Using Homepage inside Organizr to replace its summary page is pretty slick it turns out: Dashboard using Homepage in Organizr

Hardware

From a network & hardware perspective it's straightforward: Internet <-> PFSense <-> TrueNAS Scale

How this repo is organized

The compose stack is divided across multiple hosts and multiple projects per host. Each compose file at the top has a two-line header (# host: / # project:) that names its host and a one-line purpose statement — those headers are the authoritative source of truth. scripts/projects.conf is what the helper scripts read to know which projects belong to the current $HOSTNAME. HOSTS.md is a human-readable mirror of that mapping.

Evolution: themed projects → trust zones

The original layout split services by theme — one project for user-facing stuff, another, "media" for the arr stack, "music", "abook", "photo", "sys", "rpt", etc. That made sense as a portability move (I could down a project on one host, copy the config, up it on another). But from a security perspective, this theme based organization ended up comingling services with different risk profiles on the same docker networks. For example the public-facing reverse proxy (huge blast radius) lived alongside the personal dashboard (tiny).

In May 2026 I restructured into trust zones — projects grouped by risk class and outbound-network needs, not by topic. Each zone has its own docker networks, and the higher-risk zones (anything that touches attacker-controlled content, like indexers and downloaders) sit on internal: true bridges with no host egress except via the zones they explicitly need to talk to. The was followed up with capability dropping, no-new-privileges, network isolation as well. See Hardening below for more on this.

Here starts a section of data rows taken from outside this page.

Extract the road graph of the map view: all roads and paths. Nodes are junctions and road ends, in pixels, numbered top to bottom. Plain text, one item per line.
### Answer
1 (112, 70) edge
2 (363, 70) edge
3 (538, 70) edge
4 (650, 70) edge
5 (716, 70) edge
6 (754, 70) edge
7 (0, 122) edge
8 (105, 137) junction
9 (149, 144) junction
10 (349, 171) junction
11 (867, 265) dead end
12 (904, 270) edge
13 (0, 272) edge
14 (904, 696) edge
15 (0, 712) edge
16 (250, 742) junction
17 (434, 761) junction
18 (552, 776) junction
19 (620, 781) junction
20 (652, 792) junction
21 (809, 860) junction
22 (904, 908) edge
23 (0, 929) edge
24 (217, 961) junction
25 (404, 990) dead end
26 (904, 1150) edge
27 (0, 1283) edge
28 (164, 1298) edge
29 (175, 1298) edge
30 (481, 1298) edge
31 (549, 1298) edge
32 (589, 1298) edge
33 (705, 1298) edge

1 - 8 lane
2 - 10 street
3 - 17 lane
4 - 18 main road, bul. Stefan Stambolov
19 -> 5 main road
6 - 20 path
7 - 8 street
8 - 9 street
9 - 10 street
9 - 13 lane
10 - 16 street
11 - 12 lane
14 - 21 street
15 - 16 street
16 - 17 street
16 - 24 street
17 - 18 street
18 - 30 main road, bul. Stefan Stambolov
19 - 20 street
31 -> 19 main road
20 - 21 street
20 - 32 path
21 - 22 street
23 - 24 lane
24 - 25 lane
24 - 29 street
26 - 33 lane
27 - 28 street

If you want to compare the older shape, the 12-themed-project layout (nas sys monproxy media music abook ebook photo rpt files games) is preserved in this repo's git history before the Phase 4 commit on main.

Current stack contents (by trust zone/project)

Main host server (TrueNAS Scale, runs everything user-facing):

Off-site host cloud-server (small cloud VM, exists so an outage of server still notifies):

  • zabbix/ — Zabbix server stack
    • Zabbix server + web + MySQL + agent + postfix + rclone

A million thanks to the countless contributors to all of those amazing projects! $upport them if you can <3

Filesystem

Here's how I've mapped storage hardware to functional usage:

  • SSD - Apps (Mirrored)
    • /mnt/app/db — Docker config volumes, databases
    • /mnt/app/docker — Docker service (images, etc.)
    • /mnt/app/home — Home dir with private version of this repo
    • /mnt/app/vm — VM image storage
  • SSD - Downloads (Single)
    • /mnt/download — Temporary download directories by client (sabnzbd, qbittorrent, etc.)
    • /mnt/transcode/plex — Plex transcoding temp storage
    • /mnt/transcode/tdarr — Tdarr transcoding temp storage
  • HDDs - Data (RAIDZ2 w/ NVMEs for ZFS cache)
    • /mnt/data/media — Media storage
    • /mnt/data2/media — Media storage

Hardening

Overview

Every container in this repo runs with no-new-privileges:true and cap_drop: [ALL], with the small set of Linux capabilities each image actually needs added back explicitly. There's also a layered network design (internal/egress bridges per zone), SOPS-encrypted secrets, image pinning, healthchecks + an autoheal sidecar, and a handful of hard-earned gotchas.

This stack started as a vanilla "stick everything in compose and let it run as root with default Docker capabilities" homelab. Over a few months of iterative passes (Phases 5, 6a/b/c, etc.) it picked up:

  • cap_drop: [ALL] + targeted cap_add per service
  • no-new-privileges:true everywhere except a couple of services that genuinely need setuid
  • internal: true docker networks for any zone that doesn't need direct host egress
  • SOPS+age encryption for every secret in the repo
  • Image pinning (semver@sha256:...) so Renovate PRs stay reviewable
  • Healthchecks on long-lived services with an autoheal sidecar that restarts unhealthy containers
  • A small library of triage rules for the specific classes of breakage these patterns introduce

This section explains the patterns and the why behind each one — if you're copying anything from this repo into your own stack, this is the portion to read alongside the compose files themselves.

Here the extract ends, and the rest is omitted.